I highly doubt that politicians will do anything. Many seem more interested in a democracy that produces citizens who simply nod at each election and say ‘good job’, instead of a citizenship that thinks critically and demands high quality work. And at the moment they seem … out of their depth, like they do not see what they are building (or allowing to be build) online. And that it is not a separate world but an extension of our physical world, that exerts a strong influence on the physical world, that can be used to control and damage our daily lives. Nor do I think that laws will achieve anything — after all, you can easily bypass laws due to the ‘immediate threats’ of terrorism or security or whatever the current scare is. There is always the option of saying “this does not apply here, due to …” or simply do it in secret. And all the while structures are build that just beg to be used by someone who cannot deal with power (few can, and all you need is one fuck-up).

We need something on the citizens side, e.g., open source social networks that routinely use extremely strong encryption, and the operating systems that come with strong firewalls and with mail programs that use encryption by default (and make that part open source).

And we need to trust in people — ‘ordinary citizens’, not government agencies — and surely not technology. I think the only thing that will work in the long term is to make it easy for whitleblowers to expose surveillance, whether it is by intelligence ‘services’ or by companies who have to cooperate with them and cannot protect the data of their customers. In the end, it’s people with integrity who protect us, not the technology we use.
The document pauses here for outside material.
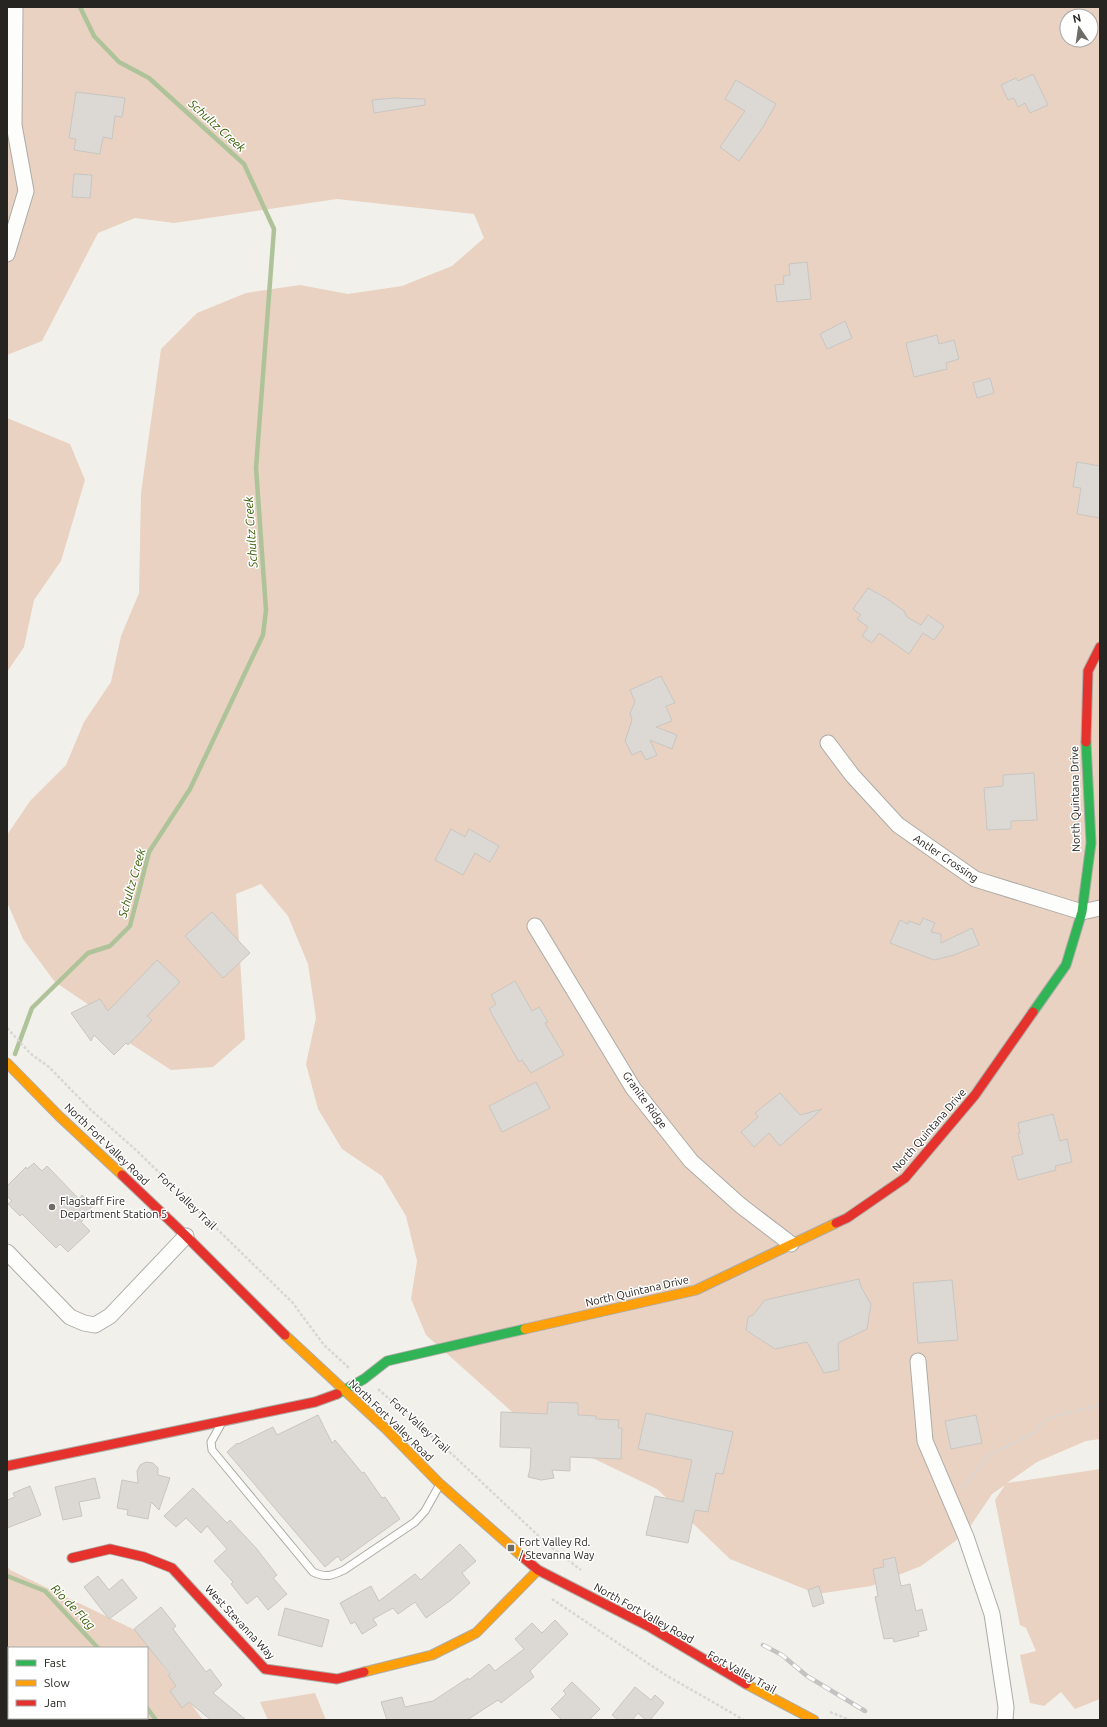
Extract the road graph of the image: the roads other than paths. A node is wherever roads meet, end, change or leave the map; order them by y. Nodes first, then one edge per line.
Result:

So, for the moment I have to live with that tightening feeling in my chest of every move being watched, worse than it ever was in the most oppressive and state controlled country. The only difference is that the data is (apparently) not yet used to harm citizens.

But it’s only a simple step when the tightening in the chest becomes the nose around the neck.



It just occurred to me that the following quote would have fitted very well for this posting. Instead of asking whether citizens are now seen as the enemy (or, whether there is even a distinction between ‘to protect’ vs. ‘to fight’ anymore), the following quote points to the vast amounts of power you have when you are able to see what other people think — and after all, what is the online world but externalized thoughts.

“President Clark isn’t the real problem, he’s trivial. One way or another he’ll be gone in a few years, but the telepaths he put in power, the Psi Corps, those will be with us forever. That’s the real danger. If information is power, then telepaths represent the greatest threat to freedom we’ve ever seen. We have to deal with that, or face the very real possibility of our own extinction.”
Wade and Edgars in Babylon 5: “The Face of the Enemy”

Here it’s the same problem — the issue is not President Obama or Chancellor Merkel (in Germany) — it’s the people who are in power in the future, and who are in power now just because they have access to that information. As a politician, I would worry about being extorted by my own intelligence service.